Blown Covers — The New Yorker art editor Françoise Mouly has a Tumblr (pictured above:  “Eustace at a Stoplight—Right?,” by David Urban)

Spanking — Charles McGrath remembers the late Barney Rosset in the New York Times:

Mr. Rosset was far from a highbrow. Sometimes he signed up books without having read them. He determined to publish “The Autobiography of Malcolm X,” for example, while riding in a cab and hearing on the radio that other publishers had turned it down. And he was proud of publishing a profitable line of Victorian spanking pornography. To a considerable extent the dirty books made the arty ones possible, and Mr. Rosset wasn’t the least abashed about it.

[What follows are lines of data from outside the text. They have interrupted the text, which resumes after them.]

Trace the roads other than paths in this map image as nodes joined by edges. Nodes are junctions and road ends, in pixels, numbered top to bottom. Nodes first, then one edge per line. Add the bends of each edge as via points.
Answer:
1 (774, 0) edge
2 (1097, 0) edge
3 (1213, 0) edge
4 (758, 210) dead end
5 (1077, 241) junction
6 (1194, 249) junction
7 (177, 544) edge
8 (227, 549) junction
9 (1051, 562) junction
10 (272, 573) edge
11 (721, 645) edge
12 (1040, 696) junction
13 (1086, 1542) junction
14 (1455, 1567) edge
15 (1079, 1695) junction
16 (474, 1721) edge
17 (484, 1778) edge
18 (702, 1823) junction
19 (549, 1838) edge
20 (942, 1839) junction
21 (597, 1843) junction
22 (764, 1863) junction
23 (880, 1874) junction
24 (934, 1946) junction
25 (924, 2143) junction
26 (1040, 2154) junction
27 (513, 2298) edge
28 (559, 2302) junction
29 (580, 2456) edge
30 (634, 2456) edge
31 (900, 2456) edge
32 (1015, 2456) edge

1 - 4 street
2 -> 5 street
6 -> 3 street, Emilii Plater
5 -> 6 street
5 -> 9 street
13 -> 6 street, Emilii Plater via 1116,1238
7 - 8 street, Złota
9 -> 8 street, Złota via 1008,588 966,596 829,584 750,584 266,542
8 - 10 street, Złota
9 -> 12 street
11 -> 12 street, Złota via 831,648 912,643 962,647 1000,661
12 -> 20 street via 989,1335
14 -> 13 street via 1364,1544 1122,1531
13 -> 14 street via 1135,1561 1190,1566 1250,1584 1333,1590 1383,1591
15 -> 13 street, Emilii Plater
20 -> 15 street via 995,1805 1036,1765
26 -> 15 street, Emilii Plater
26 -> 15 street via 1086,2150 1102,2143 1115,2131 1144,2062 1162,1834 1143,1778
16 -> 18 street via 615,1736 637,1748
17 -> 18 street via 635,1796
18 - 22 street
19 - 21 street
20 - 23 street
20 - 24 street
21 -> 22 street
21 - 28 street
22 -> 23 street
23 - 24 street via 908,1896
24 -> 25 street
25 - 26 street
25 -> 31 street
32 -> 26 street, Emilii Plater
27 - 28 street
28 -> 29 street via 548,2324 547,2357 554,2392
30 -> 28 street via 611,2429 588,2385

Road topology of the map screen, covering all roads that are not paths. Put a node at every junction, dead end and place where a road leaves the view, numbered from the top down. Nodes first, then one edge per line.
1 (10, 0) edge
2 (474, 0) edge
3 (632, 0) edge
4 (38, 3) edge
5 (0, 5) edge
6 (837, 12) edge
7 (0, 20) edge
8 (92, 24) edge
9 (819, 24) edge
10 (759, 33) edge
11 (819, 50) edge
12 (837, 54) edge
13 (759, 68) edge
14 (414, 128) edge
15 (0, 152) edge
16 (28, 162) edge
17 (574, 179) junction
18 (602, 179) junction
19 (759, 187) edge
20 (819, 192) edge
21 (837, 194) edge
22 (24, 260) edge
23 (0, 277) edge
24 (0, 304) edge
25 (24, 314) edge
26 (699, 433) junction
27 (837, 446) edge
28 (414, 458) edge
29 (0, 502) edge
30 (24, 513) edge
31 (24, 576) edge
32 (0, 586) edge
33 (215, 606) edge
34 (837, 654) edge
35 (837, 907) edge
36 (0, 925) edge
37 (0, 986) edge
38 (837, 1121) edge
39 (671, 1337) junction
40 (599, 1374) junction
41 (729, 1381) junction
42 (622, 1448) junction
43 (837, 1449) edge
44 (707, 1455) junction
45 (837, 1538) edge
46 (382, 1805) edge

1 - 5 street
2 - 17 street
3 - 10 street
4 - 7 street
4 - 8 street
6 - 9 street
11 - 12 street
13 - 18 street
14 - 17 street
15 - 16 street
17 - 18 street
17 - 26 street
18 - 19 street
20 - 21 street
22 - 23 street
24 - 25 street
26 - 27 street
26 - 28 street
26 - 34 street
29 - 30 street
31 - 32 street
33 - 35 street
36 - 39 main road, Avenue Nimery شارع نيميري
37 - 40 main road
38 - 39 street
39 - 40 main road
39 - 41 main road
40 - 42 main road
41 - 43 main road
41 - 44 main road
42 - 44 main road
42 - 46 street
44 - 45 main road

See also: WNYC has reposted two archive interviews with Rosset from 1995 and 2008, and John Gall has posted a collection of links to reminiscences about Rosset on his blog Spine Out.

Form and Fortune — A fascinating  review  of  Walter Isaacson’s biography of Steve Jobs by Evgeny Morozov, author of The Net Delusion, in The New Republic which discusses Apple’s relation to the Bauhaus and Braun:

The design philosophy of Dieter Rams, Braun’s legendary designer, has shaped the feel and the look of Apple’s latest products more than any other body of ideas. Since joining Braun in 1955, Rams—who likes to describe his approach to design as “less, but better”—began collaborating with the faculty at the Ulm School of Design, which tried to revive the creative spirit of Bauhaus with a modicum of cybernetics and systems theory. Eventually Rams produced his own manifesto for what good design should accomplish. His “ten principles of good design” encouraged budding designers to embrace innovation and make products that were useful but environmentally friendly, thorough but simple, easy to understand but long-lasting, honest but unobtrusive. Rams wanted his products to be like English butlers: always available, but invisible and discreet.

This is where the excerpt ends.